Sekecil Apa pun Salah KPU Tak Cukup Minta Maaf, Harus Diproses Hukum
- ANTARA FOTO/Ampelsa
VIVA – Badan Pengawas Pemilu (Bawaslu) merekomendasikan sejumlah pemungutan suara ulang di berbagai wilayah dan luar negeri. Proses Pemilu 2019 dinilai sarat masalah karena diduga banyak kecurangan.
Dekan Fakultas Hukum Universitas Nasional, Ismail Rumadan, mengingatkan asas dasar pelaksanaan pemilu, yakni jujur dan adil atau jurdil. Ia menekankan, prinsip tersebut harus menjadi landasan para penyelenggara guna menjamin suara masing-masing orang dalam pesta demokrasi lima tahunan.
Ismail pun mengkritisi terdapat masalah dalam penerapan prinsip tersebut pada Pemilu 17 April lalu.
"Jurdil, tampak dari pemilu kemarin banyak masalah, kesalahan, kecurangan.
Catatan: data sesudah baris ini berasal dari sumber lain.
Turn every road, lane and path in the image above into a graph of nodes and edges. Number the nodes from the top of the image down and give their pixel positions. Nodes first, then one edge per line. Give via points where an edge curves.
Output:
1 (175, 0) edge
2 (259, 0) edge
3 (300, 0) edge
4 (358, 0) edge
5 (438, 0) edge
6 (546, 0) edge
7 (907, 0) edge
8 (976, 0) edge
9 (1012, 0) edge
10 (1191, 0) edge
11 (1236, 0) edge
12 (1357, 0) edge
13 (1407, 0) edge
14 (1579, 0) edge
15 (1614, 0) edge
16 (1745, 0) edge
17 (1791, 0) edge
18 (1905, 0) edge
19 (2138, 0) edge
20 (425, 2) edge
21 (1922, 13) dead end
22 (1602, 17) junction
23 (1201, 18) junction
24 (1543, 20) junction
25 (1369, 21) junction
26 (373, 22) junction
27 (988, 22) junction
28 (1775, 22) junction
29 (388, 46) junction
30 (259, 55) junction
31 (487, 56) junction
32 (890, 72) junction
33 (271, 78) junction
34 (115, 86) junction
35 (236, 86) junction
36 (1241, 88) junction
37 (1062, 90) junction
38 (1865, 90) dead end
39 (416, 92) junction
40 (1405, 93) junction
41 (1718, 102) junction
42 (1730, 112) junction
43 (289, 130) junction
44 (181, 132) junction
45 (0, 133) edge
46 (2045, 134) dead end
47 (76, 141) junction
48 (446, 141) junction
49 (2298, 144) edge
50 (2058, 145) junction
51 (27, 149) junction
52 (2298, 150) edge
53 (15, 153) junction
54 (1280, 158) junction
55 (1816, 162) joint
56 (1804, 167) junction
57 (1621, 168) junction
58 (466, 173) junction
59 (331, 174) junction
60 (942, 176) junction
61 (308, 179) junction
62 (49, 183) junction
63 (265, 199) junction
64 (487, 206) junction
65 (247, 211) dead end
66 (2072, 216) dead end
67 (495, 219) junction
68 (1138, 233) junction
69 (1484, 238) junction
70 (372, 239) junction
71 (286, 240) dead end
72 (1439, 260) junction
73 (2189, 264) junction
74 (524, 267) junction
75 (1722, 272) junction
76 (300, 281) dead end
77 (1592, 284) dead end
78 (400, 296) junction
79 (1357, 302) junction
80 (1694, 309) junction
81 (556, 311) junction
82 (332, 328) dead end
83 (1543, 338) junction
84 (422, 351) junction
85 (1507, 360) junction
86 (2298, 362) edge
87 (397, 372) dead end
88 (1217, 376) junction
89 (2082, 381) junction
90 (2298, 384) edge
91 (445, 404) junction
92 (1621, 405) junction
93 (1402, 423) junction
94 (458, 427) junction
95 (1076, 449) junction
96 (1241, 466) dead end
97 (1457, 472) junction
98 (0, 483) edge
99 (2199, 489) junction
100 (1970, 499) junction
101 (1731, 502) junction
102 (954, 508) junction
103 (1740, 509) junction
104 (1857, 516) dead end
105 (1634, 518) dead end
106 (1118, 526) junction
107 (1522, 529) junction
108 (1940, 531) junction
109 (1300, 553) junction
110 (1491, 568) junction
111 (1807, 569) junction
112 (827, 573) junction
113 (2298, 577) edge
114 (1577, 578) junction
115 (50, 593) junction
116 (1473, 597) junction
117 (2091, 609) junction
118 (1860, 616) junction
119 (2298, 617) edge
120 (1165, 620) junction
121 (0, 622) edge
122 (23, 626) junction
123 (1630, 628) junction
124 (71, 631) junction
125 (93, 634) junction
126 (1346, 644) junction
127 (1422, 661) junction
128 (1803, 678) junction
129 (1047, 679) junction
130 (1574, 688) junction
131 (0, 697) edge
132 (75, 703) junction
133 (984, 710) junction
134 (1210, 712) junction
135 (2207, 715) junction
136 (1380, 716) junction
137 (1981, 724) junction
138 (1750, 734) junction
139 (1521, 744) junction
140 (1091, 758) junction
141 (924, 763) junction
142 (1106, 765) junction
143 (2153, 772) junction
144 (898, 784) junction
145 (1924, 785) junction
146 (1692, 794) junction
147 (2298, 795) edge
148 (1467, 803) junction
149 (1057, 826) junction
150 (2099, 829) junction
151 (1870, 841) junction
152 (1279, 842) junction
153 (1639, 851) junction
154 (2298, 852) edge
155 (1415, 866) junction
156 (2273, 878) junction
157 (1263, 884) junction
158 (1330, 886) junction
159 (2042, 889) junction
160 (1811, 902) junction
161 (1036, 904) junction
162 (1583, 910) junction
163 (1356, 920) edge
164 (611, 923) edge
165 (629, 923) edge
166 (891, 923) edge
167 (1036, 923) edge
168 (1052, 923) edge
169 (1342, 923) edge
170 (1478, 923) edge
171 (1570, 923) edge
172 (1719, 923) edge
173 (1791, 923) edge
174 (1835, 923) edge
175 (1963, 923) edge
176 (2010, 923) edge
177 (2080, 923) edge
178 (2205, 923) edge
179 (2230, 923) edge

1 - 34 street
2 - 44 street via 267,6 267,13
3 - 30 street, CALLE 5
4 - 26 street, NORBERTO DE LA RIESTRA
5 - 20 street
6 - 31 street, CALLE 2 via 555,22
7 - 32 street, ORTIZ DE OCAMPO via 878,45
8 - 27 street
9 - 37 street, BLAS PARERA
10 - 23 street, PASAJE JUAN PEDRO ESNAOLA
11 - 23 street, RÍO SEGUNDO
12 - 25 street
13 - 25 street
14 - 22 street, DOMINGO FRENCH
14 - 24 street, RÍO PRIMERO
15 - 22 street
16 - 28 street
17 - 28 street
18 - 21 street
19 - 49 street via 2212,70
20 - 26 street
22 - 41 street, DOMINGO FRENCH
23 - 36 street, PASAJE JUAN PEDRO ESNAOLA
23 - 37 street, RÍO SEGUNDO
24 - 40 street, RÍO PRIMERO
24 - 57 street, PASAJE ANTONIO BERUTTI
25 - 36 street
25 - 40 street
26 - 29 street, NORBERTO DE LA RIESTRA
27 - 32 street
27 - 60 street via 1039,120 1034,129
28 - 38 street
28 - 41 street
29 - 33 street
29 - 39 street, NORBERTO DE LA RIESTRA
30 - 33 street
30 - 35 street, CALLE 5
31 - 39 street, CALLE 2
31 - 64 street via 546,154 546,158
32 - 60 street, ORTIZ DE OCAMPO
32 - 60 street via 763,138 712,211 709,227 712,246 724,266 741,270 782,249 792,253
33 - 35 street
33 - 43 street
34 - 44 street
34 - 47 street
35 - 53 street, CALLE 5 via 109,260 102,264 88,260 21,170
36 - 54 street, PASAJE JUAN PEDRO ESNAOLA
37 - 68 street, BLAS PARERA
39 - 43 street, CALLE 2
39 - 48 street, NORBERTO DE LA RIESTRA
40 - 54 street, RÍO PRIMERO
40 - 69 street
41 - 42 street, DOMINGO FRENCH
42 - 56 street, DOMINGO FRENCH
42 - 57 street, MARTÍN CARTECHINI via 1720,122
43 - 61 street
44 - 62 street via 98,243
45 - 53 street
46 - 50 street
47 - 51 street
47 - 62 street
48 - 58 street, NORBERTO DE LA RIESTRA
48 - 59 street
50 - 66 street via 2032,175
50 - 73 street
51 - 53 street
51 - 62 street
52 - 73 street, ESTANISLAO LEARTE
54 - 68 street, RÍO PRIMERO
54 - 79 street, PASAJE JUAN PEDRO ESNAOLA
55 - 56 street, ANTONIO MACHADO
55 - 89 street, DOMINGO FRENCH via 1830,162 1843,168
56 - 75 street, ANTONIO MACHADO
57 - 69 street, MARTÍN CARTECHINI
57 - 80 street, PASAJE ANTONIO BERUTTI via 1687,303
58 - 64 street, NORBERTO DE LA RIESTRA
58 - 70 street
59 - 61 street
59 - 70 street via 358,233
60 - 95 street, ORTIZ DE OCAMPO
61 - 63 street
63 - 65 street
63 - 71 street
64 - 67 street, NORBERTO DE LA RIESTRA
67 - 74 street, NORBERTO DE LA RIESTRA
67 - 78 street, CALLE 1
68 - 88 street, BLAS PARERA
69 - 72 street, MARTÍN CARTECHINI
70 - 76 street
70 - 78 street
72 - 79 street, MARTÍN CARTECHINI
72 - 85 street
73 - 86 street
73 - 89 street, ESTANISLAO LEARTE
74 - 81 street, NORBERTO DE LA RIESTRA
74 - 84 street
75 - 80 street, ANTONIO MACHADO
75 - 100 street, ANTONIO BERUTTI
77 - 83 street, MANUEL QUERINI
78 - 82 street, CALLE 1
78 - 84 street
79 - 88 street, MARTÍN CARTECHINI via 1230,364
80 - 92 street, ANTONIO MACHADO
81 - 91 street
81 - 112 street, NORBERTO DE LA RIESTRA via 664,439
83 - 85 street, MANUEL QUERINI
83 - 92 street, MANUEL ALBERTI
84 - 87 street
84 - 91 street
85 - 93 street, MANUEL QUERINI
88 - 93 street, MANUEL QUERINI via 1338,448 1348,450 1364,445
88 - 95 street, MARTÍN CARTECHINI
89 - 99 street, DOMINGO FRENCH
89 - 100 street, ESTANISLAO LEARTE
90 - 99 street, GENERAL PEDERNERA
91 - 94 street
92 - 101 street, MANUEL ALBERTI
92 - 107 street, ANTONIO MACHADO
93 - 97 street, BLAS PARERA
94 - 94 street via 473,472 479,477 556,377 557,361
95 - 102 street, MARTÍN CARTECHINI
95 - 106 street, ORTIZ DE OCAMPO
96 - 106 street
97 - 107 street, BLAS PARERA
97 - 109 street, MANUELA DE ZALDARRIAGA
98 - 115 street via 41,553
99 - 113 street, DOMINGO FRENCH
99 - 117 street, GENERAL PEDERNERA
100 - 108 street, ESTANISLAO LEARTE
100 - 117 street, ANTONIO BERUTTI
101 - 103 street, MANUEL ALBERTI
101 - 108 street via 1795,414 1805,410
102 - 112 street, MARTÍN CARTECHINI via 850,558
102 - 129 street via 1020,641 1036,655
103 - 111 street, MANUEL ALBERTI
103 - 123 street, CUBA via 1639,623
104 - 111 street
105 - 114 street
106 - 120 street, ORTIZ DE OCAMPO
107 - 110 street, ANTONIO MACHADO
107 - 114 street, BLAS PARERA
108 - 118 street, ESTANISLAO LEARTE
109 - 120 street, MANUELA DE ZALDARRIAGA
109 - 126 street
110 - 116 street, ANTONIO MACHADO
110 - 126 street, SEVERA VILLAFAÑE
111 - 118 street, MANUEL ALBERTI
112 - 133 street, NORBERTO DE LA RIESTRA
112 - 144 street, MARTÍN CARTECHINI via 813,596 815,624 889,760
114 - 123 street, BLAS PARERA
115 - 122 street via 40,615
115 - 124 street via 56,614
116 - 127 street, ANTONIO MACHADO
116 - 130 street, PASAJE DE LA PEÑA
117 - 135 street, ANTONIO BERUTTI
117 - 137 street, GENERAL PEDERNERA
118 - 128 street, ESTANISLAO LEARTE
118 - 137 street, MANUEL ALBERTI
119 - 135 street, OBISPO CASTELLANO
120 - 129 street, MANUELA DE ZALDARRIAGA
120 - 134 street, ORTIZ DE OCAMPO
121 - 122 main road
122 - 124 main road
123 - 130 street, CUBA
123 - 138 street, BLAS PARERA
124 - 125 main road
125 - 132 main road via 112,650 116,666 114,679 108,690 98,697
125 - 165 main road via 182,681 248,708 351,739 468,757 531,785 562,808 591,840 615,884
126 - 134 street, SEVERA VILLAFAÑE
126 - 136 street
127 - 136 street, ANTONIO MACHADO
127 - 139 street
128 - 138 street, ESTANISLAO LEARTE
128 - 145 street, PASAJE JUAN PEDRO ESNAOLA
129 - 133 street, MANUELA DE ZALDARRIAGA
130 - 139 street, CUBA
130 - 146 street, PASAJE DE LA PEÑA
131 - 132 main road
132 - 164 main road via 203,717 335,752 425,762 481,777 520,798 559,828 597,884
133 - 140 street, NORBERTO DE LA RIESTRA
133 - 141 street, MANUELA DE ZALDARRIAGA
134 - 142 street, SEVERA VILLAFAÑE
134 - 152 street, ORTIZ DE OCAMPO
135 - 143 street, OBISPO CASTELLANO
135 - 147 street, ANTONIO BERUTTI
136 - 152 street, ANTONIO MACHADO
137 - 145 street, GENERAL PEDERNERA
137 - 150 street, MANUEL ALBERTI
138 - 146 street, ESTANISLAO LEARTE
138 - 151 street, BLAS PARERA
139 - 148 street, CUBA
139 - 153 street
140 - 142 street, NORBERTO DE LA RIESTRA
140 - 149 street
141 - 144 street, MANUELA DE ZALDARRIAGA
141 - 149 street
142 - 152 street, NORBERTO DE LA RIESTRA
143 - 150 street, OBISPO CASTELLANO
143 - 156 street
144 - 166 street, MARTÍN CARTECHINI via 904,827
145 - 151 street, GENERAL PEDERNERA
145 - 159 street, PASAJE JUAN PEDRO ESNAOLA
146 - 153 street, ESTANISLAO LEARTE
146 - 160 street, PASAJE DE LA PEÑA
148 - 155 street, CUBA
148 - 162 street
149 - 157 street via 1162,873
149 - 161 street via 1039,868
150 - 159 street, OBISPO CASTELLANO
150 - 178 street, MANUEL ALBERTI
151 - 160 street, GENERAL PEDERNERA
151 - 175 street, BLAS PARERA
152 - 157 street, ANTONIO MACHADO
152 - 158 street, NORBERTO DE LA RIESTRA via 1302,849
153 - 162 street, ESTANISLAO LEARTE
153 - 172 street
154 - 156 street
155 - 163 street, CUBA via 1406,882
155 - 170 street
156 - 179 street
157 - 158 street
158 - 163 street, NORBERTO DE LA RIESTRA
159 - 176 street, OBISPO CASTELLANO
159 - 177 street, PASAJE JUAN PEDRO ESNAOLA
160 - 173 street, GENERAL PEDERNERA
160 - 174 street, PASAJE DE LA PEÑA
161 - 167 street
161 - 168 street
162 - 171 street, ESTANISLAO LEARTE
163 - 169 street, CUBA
Menurut saya masih jauh dari kata jurdil pemilu kali ini," kata Ismail di Jakarta, Senin, 22 April 2019
Dia menambahkan, sebagai pelaksana, ada tanggung jawab moral dan hukum yang melekat pada para penyelenggara pemilu. Karena itu, ia mengingatkan, jika terdapat kesalahan, KPU tak cukup hanya melontarkan permintaan maaf ke publik.
"Sekecil apa pun, sengaja atau tidak disengaja, harus diselesaikan secara hukum. Tidak cukup hanya dengan permohonan maaf saja," ujarnya.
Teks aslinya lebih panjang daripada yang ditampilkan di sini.